**TASK DIRECTIONS:**
Scan the data. Collect each line that contains the word "Give".

(Dataset entries)
Start of Block

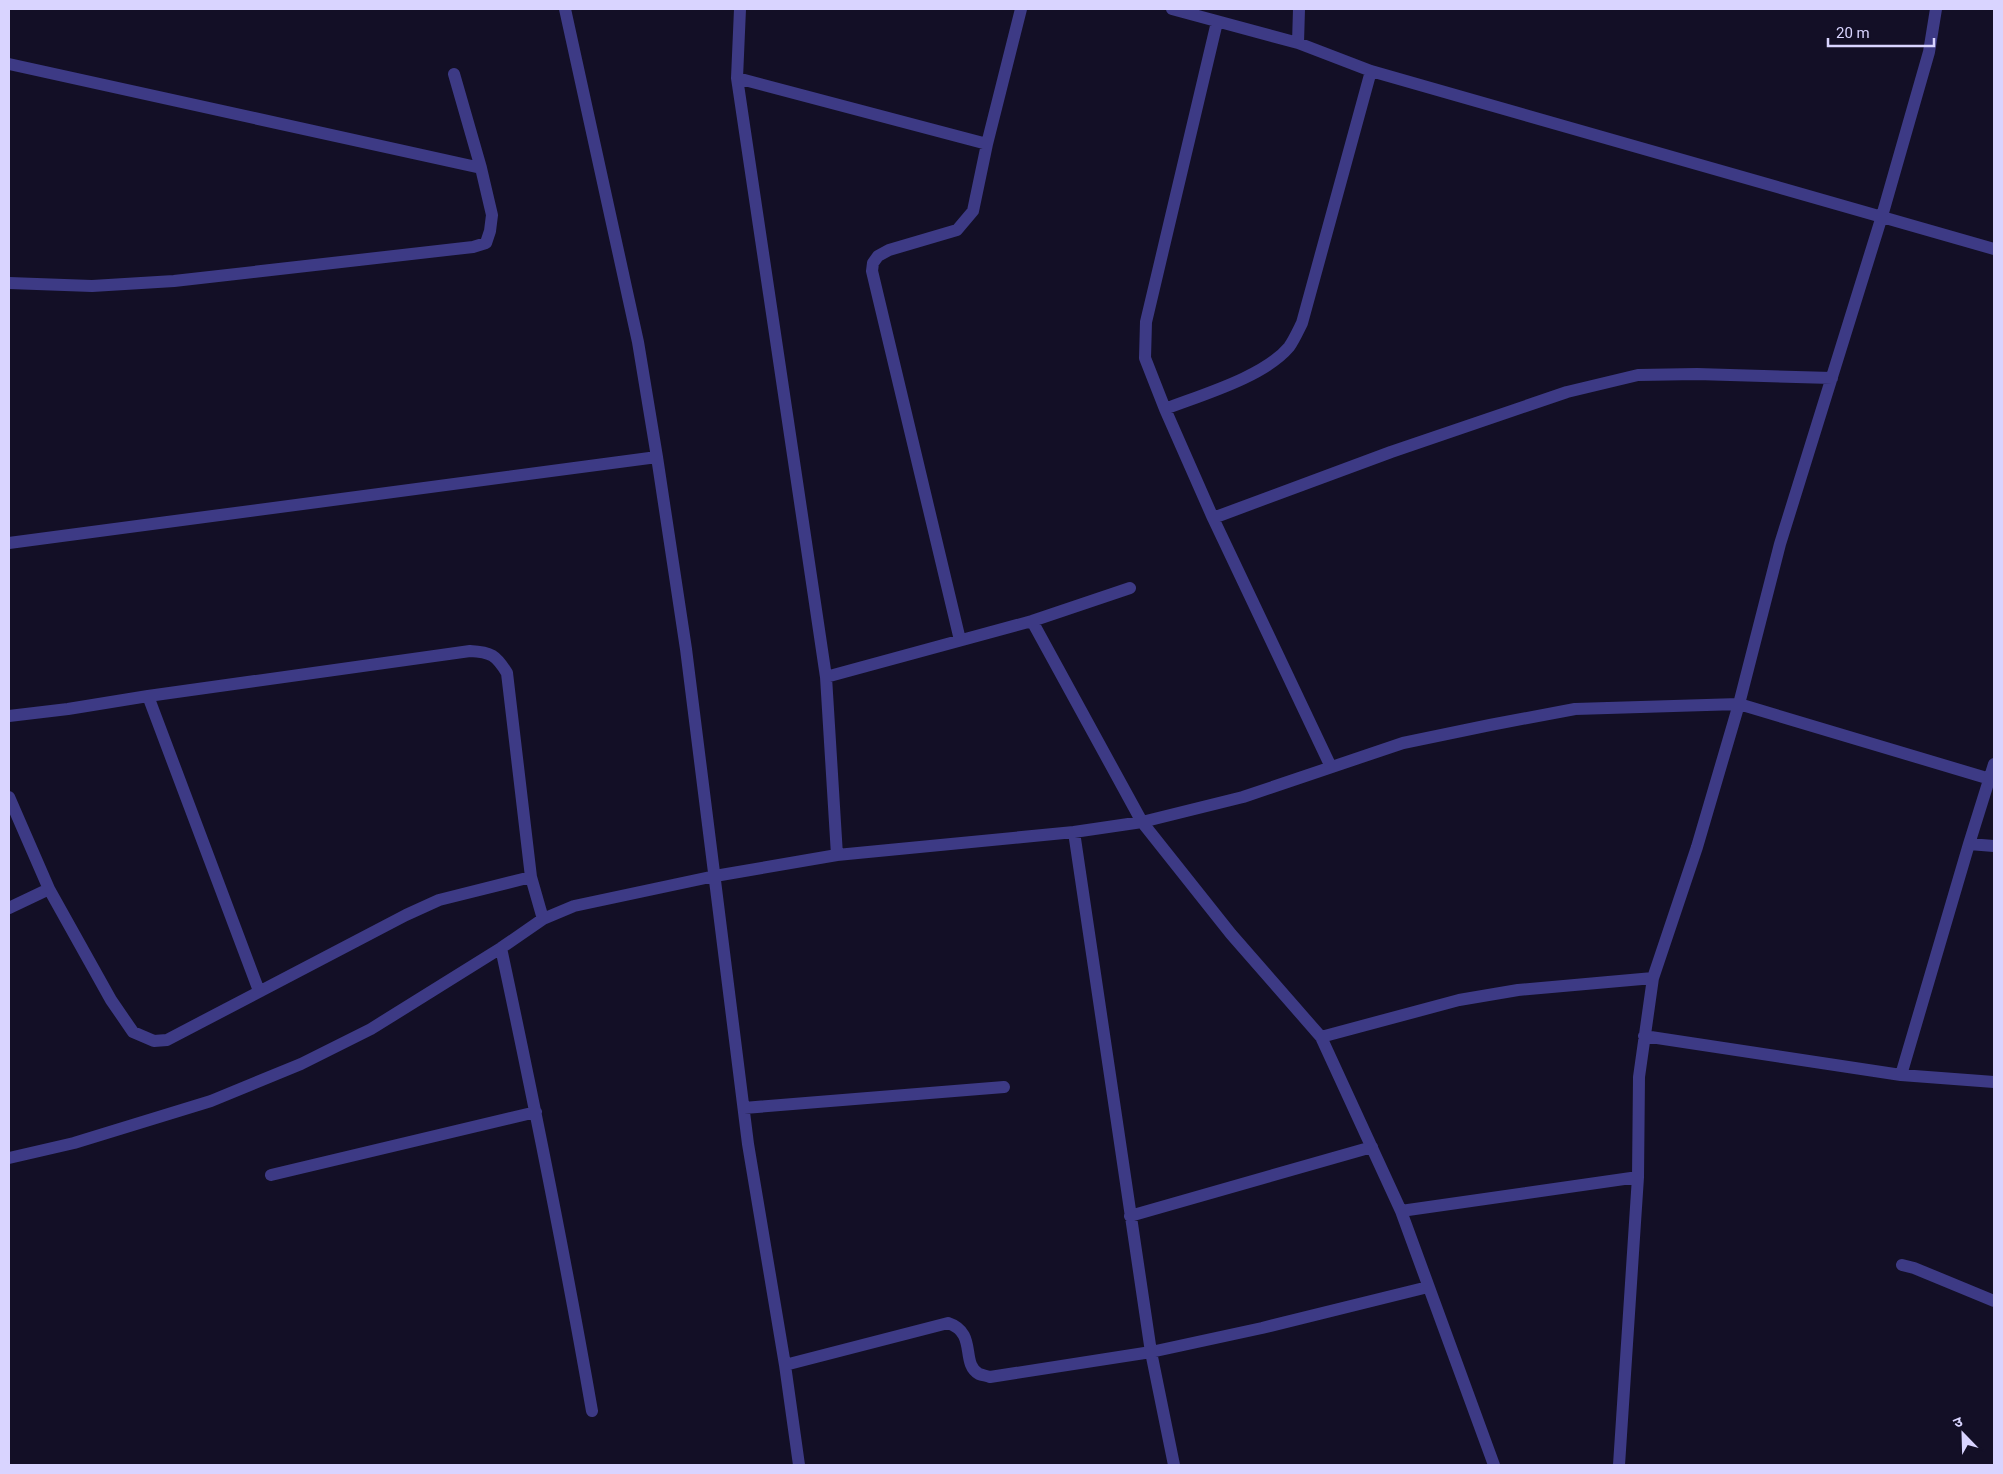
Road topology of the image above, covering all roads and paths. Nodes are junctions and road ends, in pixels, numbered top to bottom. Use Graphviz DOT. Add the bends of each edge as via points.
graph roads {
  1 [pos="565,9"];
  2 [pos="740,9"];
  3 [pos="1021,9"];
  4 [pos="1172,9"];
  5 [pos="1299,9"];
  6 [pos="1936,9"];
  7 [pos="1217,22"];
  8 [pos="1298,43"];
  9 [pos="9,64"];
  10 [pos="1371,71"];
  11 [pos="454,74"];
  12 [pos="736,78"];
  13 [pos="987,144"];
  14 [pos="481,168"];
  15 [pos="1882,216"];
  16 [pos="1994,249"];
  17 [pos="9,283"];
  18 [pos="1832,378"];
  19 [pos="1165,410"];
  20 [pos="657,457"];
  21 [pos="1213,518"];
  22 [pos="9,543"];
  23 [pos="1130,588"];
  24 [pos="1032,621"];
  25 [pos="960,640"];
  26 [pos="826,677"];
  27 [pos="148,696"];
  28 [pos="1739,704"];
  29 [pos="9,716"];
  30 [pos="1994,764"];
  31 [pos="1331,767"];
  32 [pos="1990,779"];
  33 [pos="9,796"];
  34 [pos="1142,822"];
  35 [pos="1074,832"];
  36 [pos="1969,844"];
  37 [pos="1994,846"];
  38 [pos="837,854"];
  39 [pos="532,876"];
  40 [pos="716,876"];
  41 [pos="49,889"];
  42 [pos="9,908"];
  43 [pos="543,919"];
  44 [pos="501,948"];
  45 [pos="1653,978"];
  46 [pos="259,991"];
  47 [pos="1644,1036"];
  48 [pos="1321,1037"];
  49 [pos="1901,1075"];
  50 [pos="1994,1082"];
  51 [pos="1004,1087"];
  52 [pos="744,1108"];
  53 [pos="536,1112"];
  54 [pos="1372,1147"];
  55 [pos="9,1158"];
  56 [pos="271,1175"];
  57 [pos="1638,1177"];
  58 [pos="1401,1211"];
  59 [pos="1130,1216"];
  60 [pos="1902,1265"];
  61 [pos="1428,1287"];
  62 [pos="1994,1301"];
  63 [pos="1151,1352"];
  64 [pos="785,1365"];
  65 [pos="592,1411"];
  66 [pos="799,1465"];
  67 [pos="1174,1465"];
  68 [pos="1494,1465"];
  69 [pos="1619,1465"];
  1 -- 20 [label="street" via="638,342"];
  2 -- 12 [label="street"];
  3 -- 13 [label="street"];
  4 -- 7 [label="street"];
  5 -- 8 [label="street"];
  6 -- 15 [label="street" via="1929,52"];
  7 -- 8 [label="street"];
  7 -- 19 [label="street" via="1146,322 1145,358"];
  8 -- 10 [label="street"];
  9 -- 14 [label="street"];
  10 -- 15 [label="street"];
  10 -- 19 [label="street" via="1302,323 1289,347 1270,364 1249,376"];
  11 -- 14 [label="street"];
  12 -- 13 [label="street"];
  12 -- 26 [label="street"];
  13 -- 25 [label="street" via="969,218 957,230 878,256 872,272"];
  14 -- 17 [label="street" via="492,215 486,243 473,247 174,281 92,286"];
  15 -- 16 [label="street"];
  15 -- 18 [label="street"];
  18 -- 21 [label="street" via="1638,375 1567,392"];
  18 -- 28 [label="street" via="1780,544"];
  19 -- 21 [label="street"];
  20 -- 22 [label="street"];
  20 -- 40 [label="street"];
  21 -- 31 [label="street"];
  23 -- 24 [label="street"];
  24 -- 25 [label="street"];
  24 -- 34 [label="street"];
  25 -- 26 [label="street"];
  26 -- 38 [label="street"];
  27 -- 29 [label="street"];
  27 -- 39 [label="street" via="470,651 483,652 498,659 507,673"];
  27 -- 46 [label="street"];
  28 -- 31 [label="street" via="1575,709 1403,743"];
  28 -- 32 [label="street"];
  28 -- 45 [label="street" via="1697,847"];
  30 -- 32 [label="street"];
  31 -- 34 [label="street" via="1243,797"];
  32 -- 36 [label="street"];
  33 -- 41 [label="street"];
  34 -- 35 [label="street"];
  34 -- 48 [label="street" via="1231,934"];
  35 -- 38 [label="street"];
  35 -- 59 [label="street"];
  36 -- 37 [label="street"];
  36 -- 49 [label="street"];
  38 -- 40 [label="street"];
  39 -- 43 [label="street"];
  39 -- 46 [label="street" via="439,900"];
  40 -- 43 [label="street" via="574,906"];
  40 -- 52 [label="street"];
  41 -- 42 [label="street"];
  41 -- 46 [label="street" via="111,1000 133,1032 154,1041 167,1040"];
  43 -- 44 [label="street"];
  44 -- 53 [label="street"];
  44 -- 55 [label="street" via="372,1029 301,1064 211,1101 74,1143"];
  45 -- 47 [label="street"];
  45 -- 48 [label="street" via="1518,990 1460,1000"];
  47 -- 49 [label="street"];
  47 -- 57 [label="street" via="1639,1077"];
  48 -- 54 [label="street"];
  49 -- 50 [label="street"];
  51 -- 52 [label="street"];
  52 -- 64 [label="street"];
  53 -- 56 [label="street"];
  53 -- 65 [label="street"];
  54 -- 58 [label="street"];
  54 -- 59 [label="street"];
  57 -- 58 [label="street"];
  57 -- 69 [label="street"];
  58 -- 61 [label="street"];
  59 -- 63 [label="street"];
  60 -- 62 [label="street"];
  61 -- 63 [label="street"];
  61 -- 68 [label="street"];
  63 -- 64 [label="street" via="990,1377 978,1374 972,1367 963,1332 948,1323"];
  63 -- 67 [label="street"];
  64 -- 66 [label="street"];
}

End of Block
Start of Block

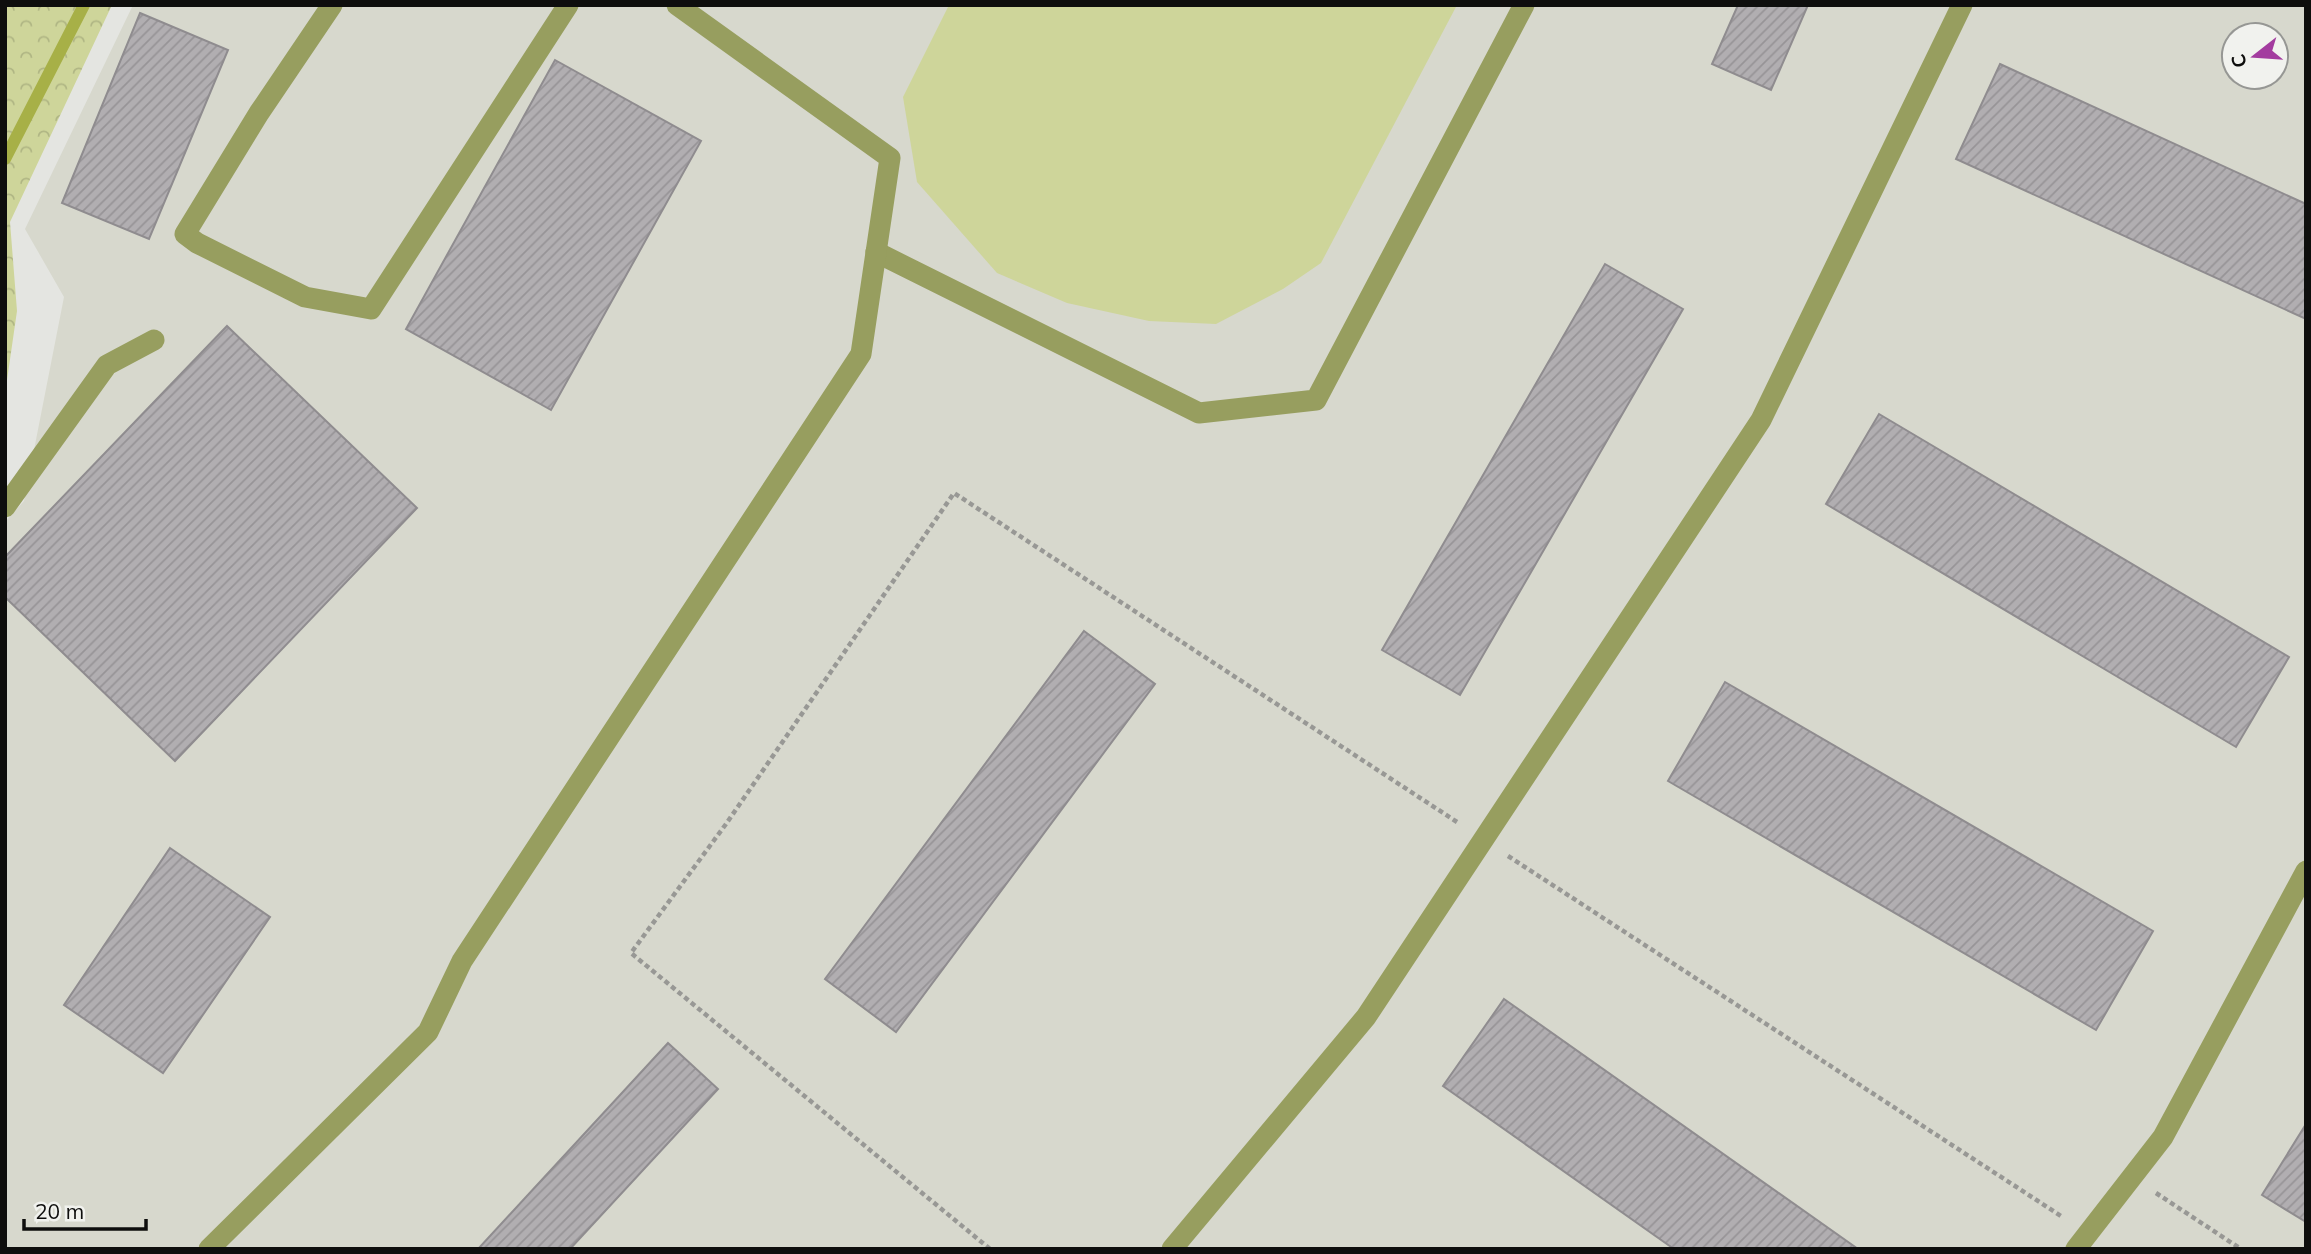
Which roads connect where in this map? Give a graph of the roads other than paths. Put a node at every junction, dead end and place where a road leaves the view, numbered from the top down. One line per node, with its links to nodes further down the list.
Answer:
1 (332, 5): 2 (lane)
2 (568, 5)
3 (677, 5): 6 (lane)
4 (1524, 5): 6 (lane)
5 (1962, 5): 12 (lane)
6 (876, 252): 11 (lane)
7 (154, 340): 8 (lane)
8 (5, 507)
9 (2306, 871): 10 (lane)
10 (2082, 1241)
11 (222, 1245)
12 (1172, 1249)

End of Block
Start of Block

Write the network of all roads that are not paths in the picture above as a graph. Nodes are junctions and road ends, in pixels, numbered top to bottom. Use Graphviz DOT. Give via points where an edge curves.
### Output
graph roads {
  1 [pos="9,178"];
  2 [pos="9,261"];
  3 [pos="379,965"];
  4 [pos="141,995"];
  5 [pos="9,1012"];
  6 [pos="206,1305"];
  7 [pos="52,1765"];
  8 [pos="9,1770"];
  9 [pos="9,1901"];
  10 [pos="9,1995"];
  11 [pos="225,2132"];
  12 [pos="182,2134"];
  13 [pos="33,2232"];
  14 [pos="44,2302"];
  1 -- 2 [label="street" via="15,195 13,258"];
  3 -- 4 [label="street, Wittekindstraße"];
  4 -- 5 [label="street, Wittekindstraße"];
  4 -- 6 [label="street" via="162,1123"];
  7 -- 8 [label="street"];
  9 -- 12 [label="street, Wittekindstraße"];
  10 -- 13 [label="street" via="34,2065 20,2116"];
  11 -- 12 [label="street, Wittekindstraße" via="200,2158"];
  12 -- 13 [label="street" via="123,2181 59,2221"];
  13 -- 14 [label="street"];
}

End of Block

**WRITTEN ANSWER:**
Which roads connect where in this map? Give a graph of the roads other than paths. Put a node at every junction, dead end and place where a road leaves the view, numbered from the top down. One line per node, with its links to nodes further down the list.
Write the network of all roads that are not paths in the picture above as a graph. Nodes are junctions and road ends, in pixels, numbered top to bottom. Use Graphviz DOT. Give via points where an edge curves.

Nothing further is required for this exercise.